Nixon’s reward came only six years after he arrived in the capital. His anticommunism and his willingness to take the low road in campaigning had catapulted him to national prominence. General Dwight D. Eisenhower picked him to be his running mate in 1952. The general saw Nixon’s tough campaign tactics as complementing his own more conciliatory style, and also felt Nixon could help him in the West. Pat was less than thrilled by the honor. After six years of public life, she was tired and bruised. Her husband was the most vilified man in American politics. She was sick of campaigning, though her husband admitted she was better at it than he. She knew what a presidential campaign would require of the party’s attack dog and his wife. She had borne up, done her duty and now wanted to head back to California, to the life she believed she had been promised. Nor did she want to leave her four- and six-year-old daughters. All this she told her husband.

He did not argue with her. They claimed they never argued about anything. Direct confrontation was not their way. He retreated and let Chotiner speak to Pat. Chotiner was powerfully persuasive. “I guess I can make it though another campaign,” she sighed. Her husband then threw her a small bone as a reward. Before plunging into the presidential campaign that would take her away from her children for weeks at a time, Pat and Dick spent a few days in Hawaii. “It was the last carefree vacation I ever had,” she later recalled.

AS WAS SO OFTEN
the case in Richard Nixon’s life, his moment of glory was shadowed by controversy. In the midst of the 1952 presidential campaign, press reports revealed that a group of seventy-six southern California businessmen had contributed to an illegal, secret fund that paid Nixon $900 a month to campaign continuously for Republican candidates. Suddenly, it was payback time for Senator Nixon the ruthless campaigner, his first taste of his own brand of personal attack. Nixon retreated into solitary gloom, unreachable to all, including his wife. “Dick was sitting in a huge leather chair,” a House colleague recalled. “his arms stretched out, his hands dangling in that characteristic way of his …. I knew I was in the presence of total despair.” Nixon knew Eisenhower was under pressure to dump him from the ticket. He had one chance to save himself—in a nationally televised speech. But two minutes before he was to go on, he was gripped by anxiety and threatened to bolt. Pat calmly took charge. “You must fight back,” she urged him. Nixon rallied and delivered the legendary “Checkers” speech.

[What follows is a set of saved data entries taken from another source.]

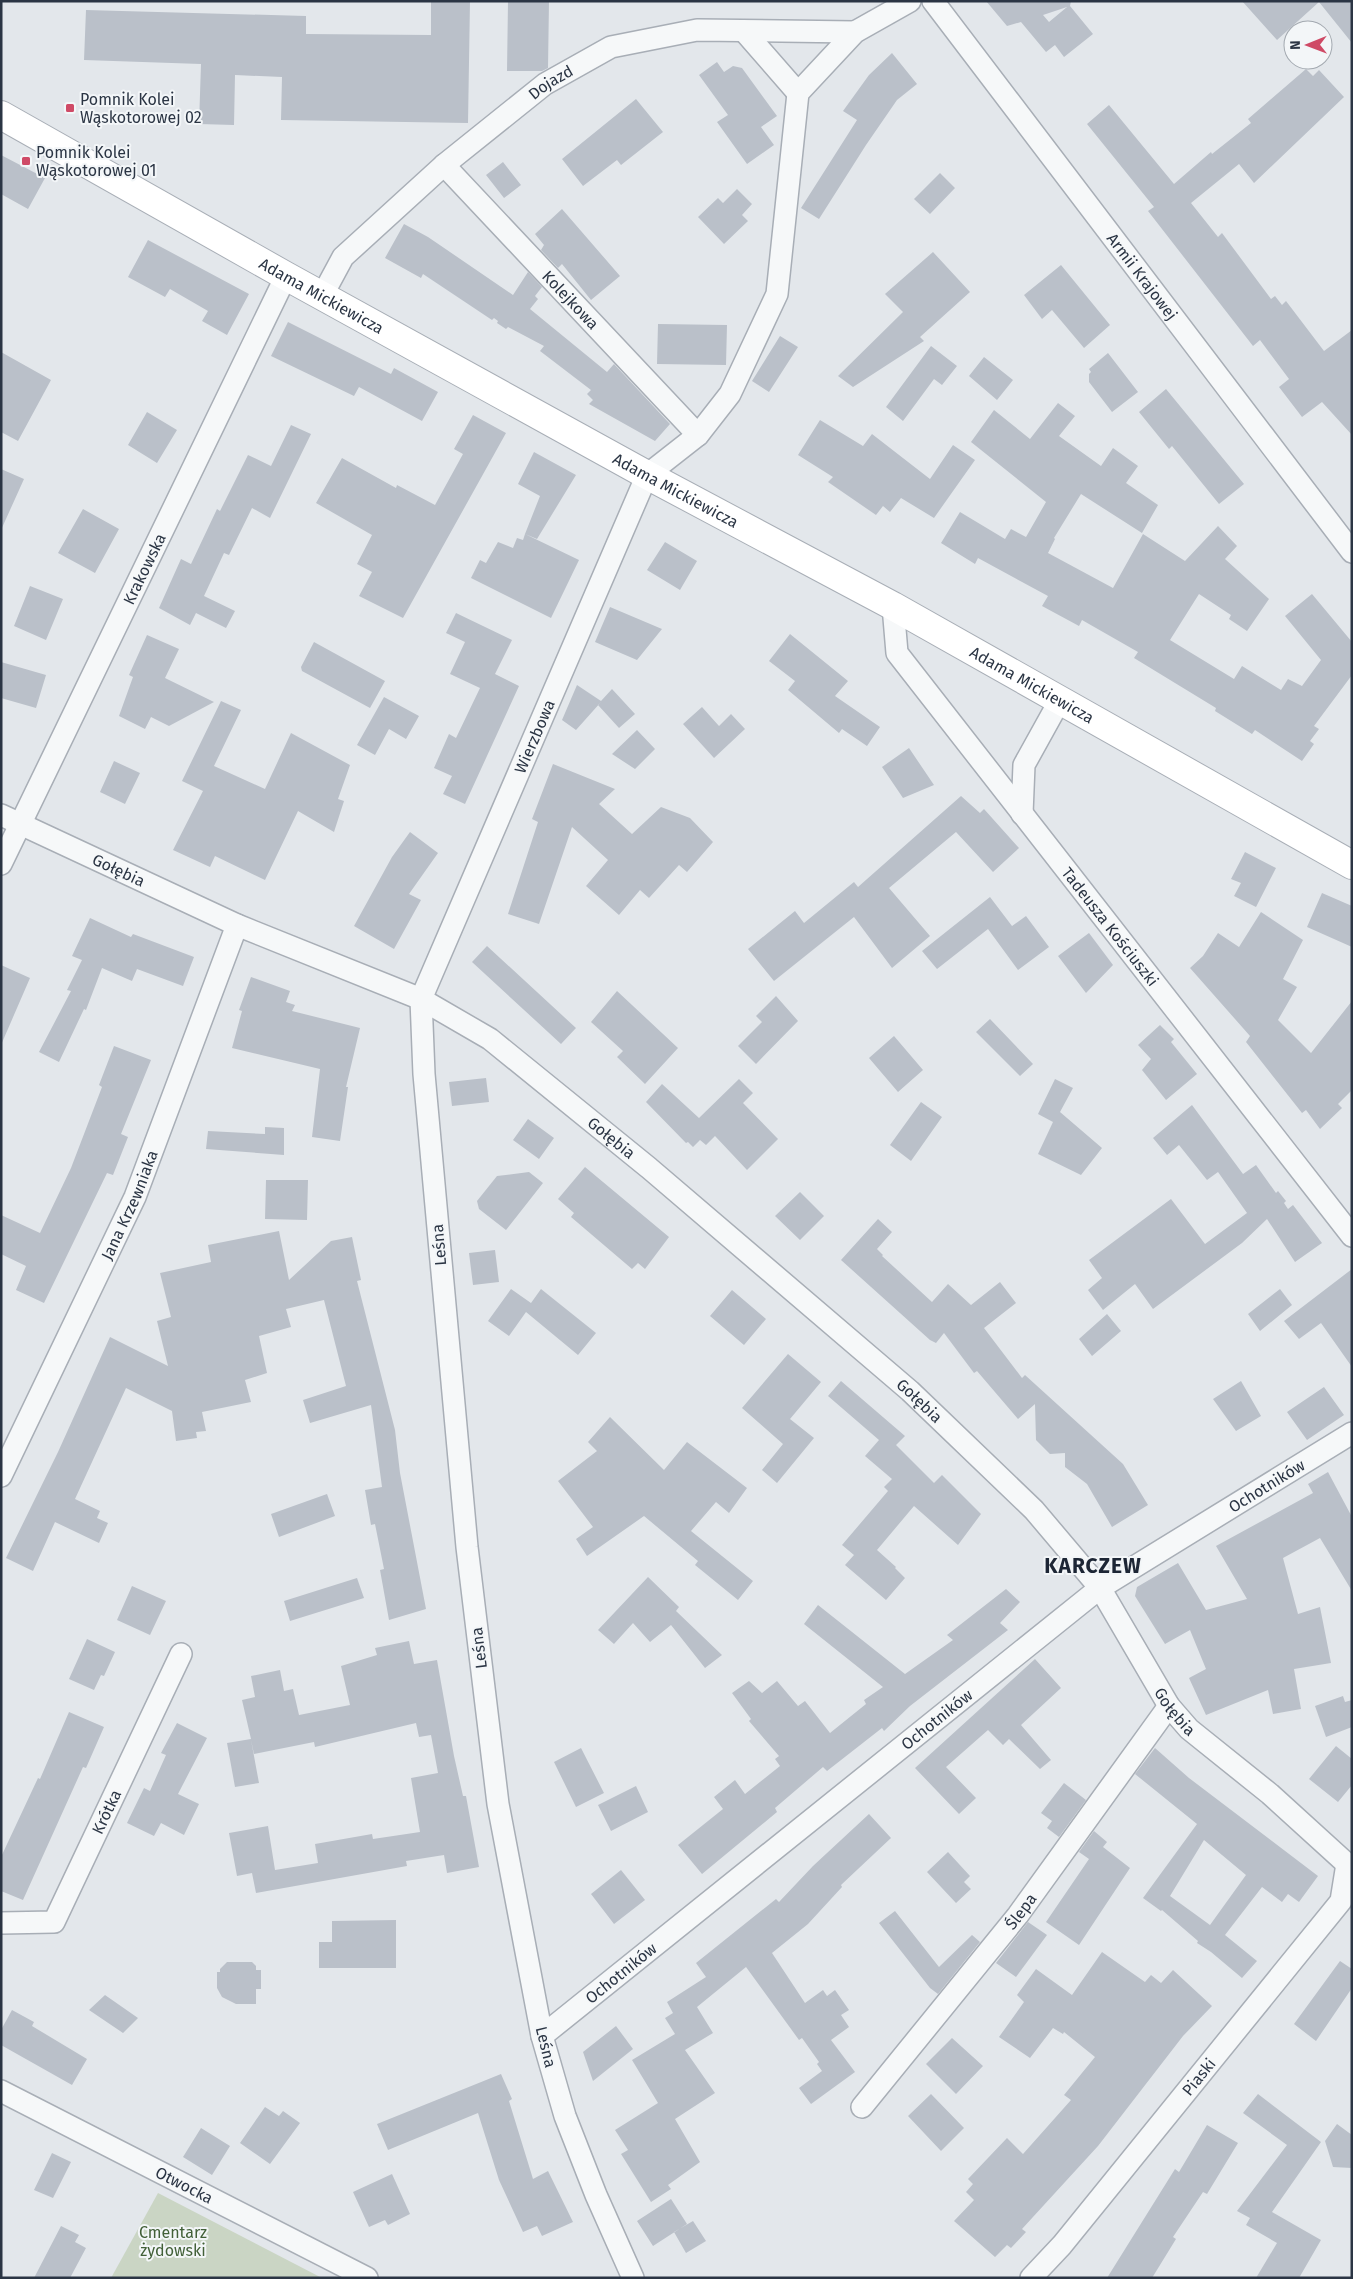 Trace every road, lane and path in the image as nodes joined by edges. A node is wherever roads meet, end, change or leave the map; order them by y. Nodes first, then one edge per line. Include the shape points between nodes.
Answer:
1 (910, 1) edge
2 (933, 1) edge
3 (744, 31) junction
4 (855, 32) junction
5 (798, 93) junction
6 (1, 115) edge
7 (444, 165) junction
8 (286, 276) junction
9 (322, 296) junction
10 (698, 435) junction
11 (647, 475) junction
12 (1352, 552) edge
13 (893, 606) junction
14 (1060, 700) junction
15 (1022, 814) junction
16 (11, 820) edge
17 (1, 864) edge
18 (1352, 865) edge
19 (237, 925) junction
20 (421, 999) junction
21 (1352, 1236) edge
22 (1352, 1433) edge
23 (1, 1476) edge
24 (1100, 1588) junction
25 (182, 1654) dead end
26 (1169, 1706) junction
27 (1350, 1864) edge
28 (1, 1923) edge
29 (542, 2036) junction
30 (1, 2091) edge
31 (862, 2107) dead end
32 (367, 2278) edge
33 (633, 2278) edge
34 (1031, 2278) edge

1 - 4 street, Dojazd
2 - 12 street, Armii Krajowej
3 - 4 street, Dojazd
3 - 5 street
3 - 7 street, Dojazd via 697,30 611,47 545,84
4 - 5 street, Dojazd
5 - 10 street via 777,294 730,394
6 - 8 main road, Adama Mickiewicza
7 - 9 street, Dojazd via 343,256
7 - 10 street, Kolejkowa
8 - 9 main road, Adama Mickiewicza
8 - 16 street, Krakowska
9 - 11 main road, Adama Mickiewicza
10 - 11 street
11 - 13 main road, Adama Mickiewicza
11 - 20 street, Wierzbowa
13 - 14 main road, Adama Mickiewicza
13 - 15 street, Tadeusza Kościuszki via 897,653
14 - 15 street via 1024,765
14 - 18 main road, Adama Mickiewicza
15 - 21 street, Tadeusza Kościuszki
16 - 17 street, Krakowska
16 - 19 street, Gołębia
19 - 20 street, Gołębia
19 - 23 street, Jana Krzewniaka via 135,1197
20 - 24 street, Gołębia via 490,1039 649,1168 903,1385 1034,1510
20 - 29 street, Leśna via 423,1064 468,1556 498,1804
22 - 24 street, Ochotników
24 - 26 street, Gołębia
24 - 29 street, Ochotników
25 - 28 street, Krótka via 54,1922
26 - 27 street, Gołębia via 1190,1730
26 - 31 street, Ślepa via 1018,1915
27 - 34 street, Piaski via 1341,1901 1062,2245
29 - 33 street, Leśna via 565,2116
30 - 32 street, Otwocka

July 12, 1952. A sight rarely seen later in their careers: Richard Nixon, then thirty-nine years old, and Pat, as he was chosen to be Eisenhower’s running mate.

Nixon avoided political death, but in the process he devastated his wife. Again, he demonstrated how insignificant she was to him. Long before personal revelations became a staple of political life, he violated this most private woman’s dignity. While his wife sat smiling her tight
smile nearby, he laid out the family’s finances and volunteered that, unlike corrupt Democrats, Pat did not even own a fur coat. “A Republican cloth coat” was good enough for his wife, he assured Americans. In his attempt to win sympathy, he went further.

A man down in Texas heard Pat on the radio mention … that our two youngsters would like to have a dog. And believe it or not, the day before we left on this campaign trip we got a message from Union Station in Baltimore that they had a package for us …. You know what it was? It was a little black cocker spaniel … black and white spotted. And our little girl Tricia, the six-year-old, named it Checkers. And you know the kids love that dog and I just want to say this right now, that regardless of what they say about it, we’re going to keep it.